Entries taken from a collection:
============

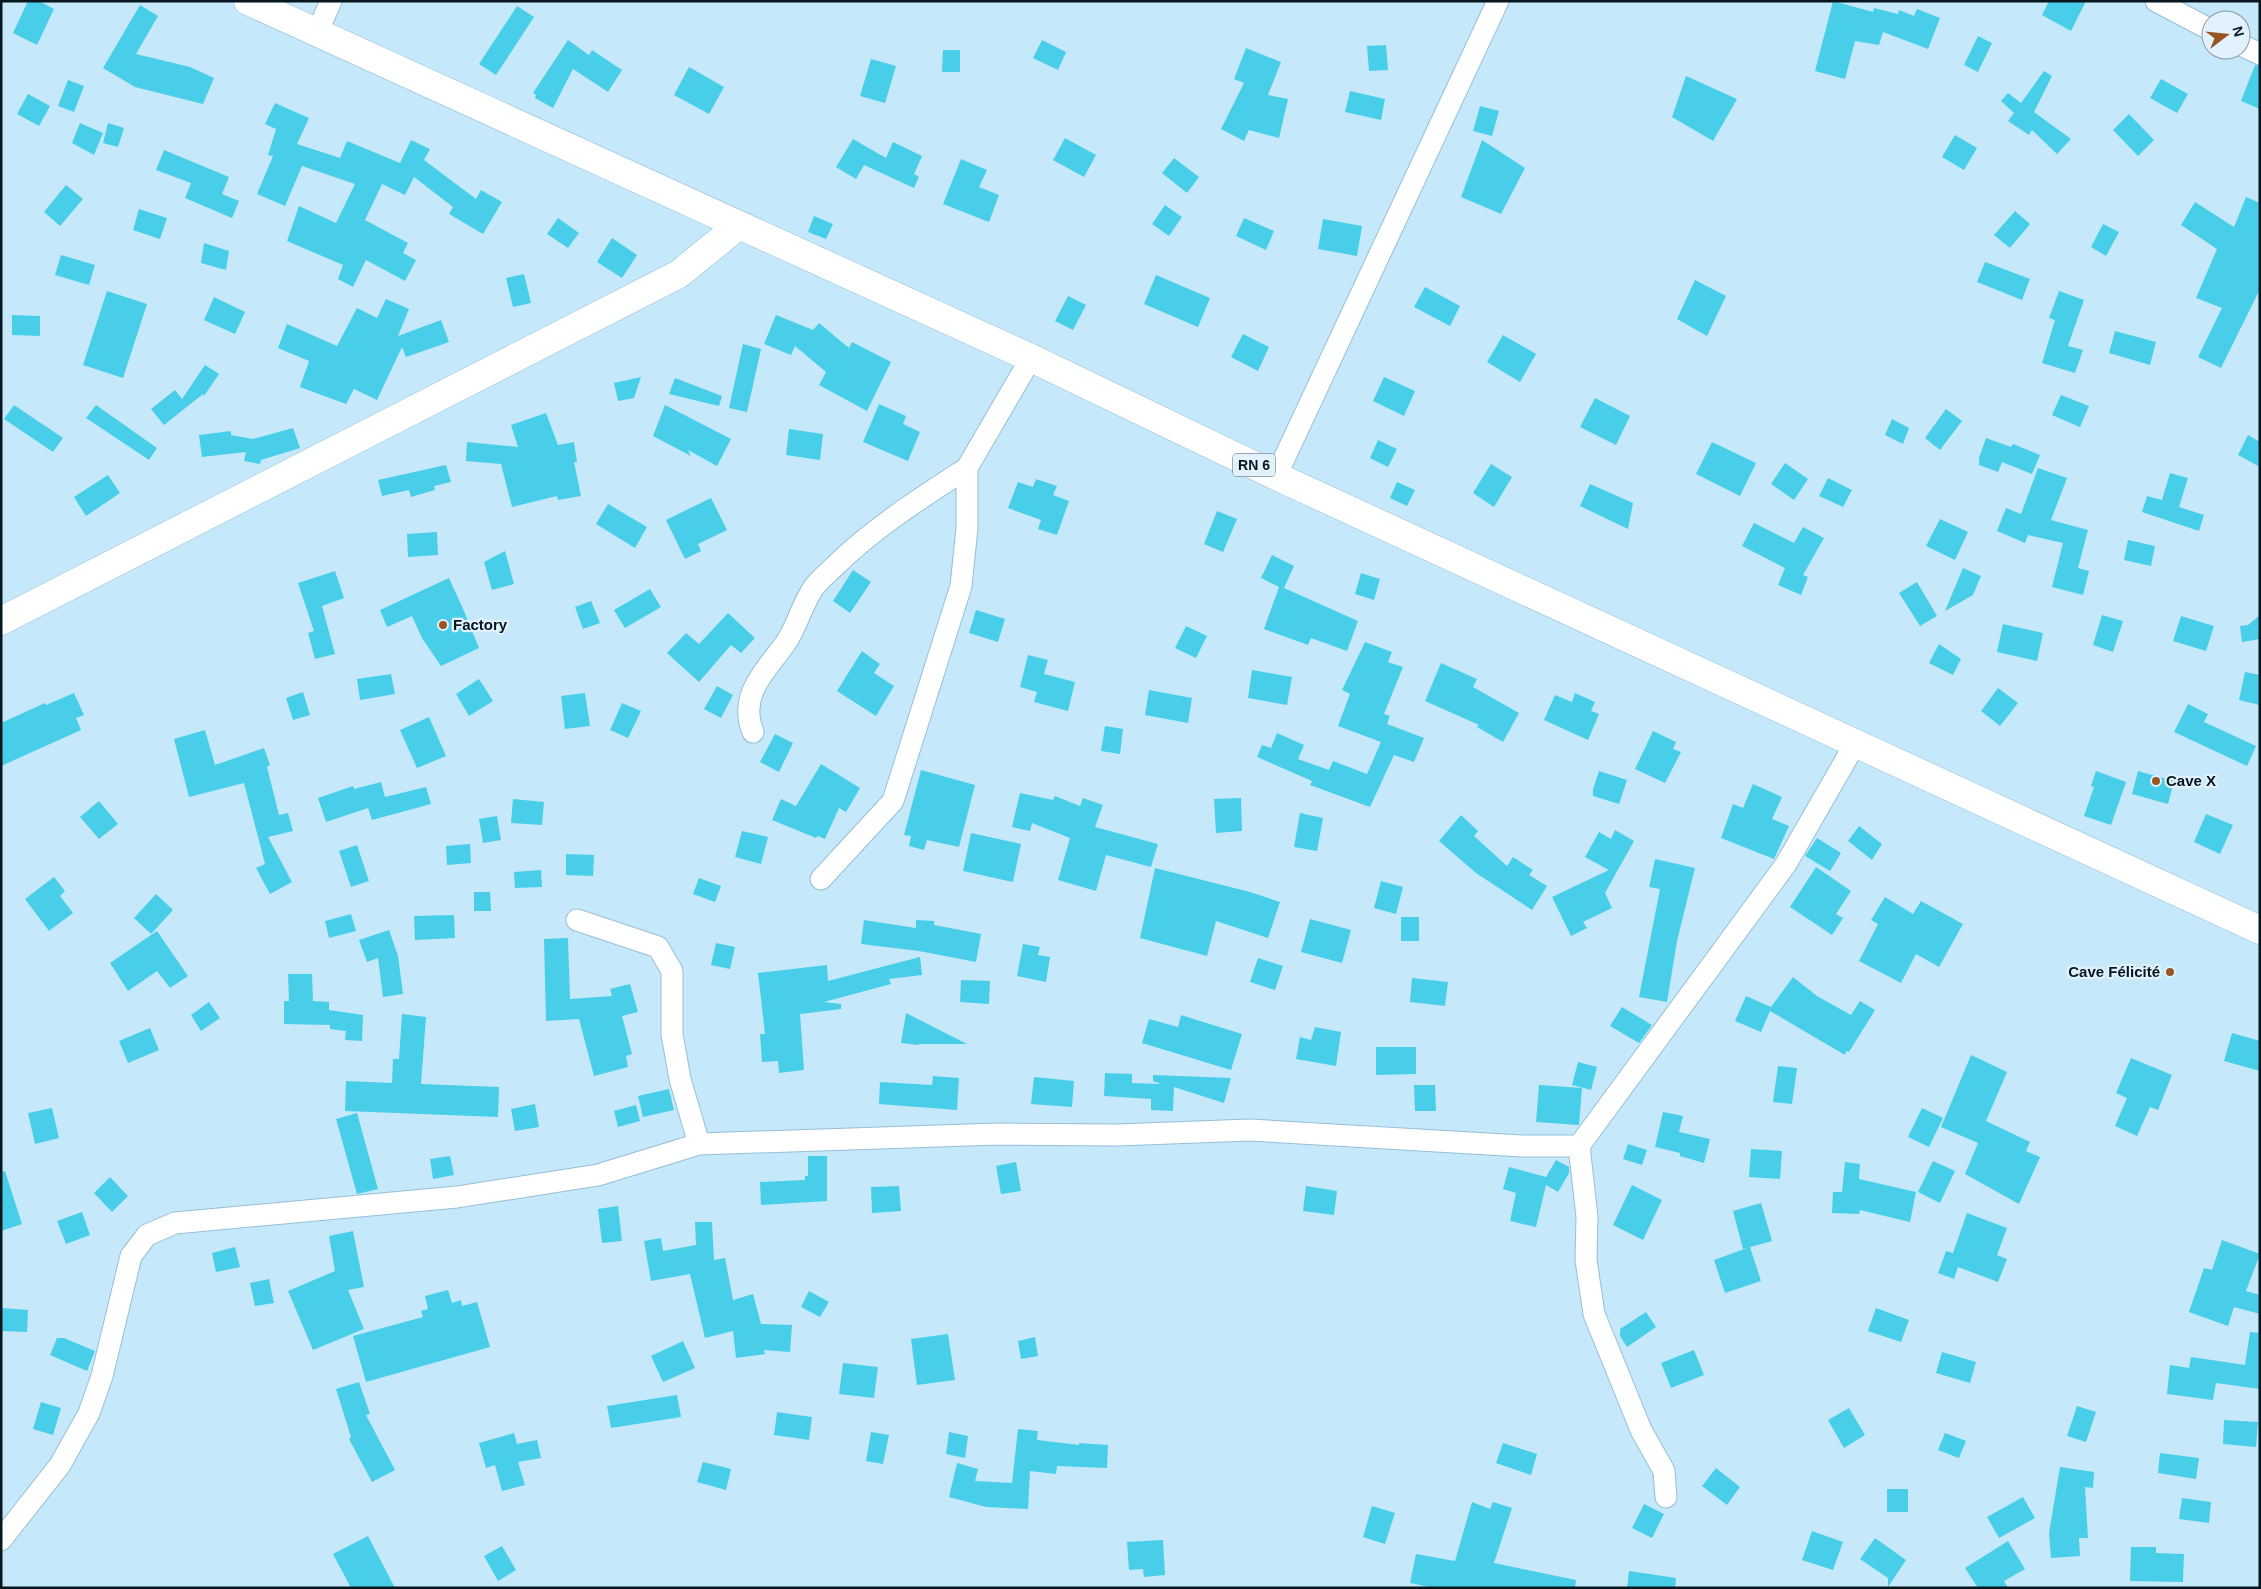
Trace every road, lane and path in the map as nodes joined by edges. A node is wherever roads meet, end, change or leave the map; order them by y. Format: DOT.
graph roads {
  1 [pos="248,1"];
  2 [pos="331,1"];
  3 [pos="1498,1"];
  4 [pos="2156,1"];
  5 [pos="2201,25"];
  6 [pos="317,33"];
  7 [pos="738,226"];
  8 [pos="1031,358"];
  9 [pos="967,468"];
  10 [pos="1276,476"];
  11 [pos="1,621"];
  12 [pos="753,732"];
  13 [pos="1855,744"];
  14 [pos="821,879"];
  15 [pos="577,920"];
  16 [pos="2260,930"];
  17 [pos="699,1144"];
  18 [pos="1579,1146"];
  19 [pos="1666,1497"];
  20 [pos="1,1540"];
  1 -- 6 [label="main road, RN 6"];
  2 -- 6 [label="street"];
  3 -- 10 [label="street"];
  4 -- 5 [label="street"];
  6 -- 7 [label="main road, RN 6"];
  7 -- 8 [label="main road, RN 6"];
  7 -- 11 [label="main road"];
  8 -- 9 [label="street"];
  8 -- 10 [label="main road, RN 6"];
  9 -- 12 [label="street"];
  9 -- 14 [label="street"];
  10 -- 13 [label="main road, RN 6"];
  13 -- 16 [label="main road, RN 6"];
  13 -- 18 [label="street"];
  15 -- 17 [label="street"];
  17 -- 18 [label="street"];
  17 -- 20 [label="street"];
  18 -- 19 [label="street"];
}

============

▸ **Your assignment**
With "roads" as the string to find, copy every line of the records that holds it.

▸ **Answer space**
Trace every road, lane and path in the map as nodes joined by edges. A node is wherever roads meet, end, change or leave the map; order them by y. Format: DOT.
graph roads {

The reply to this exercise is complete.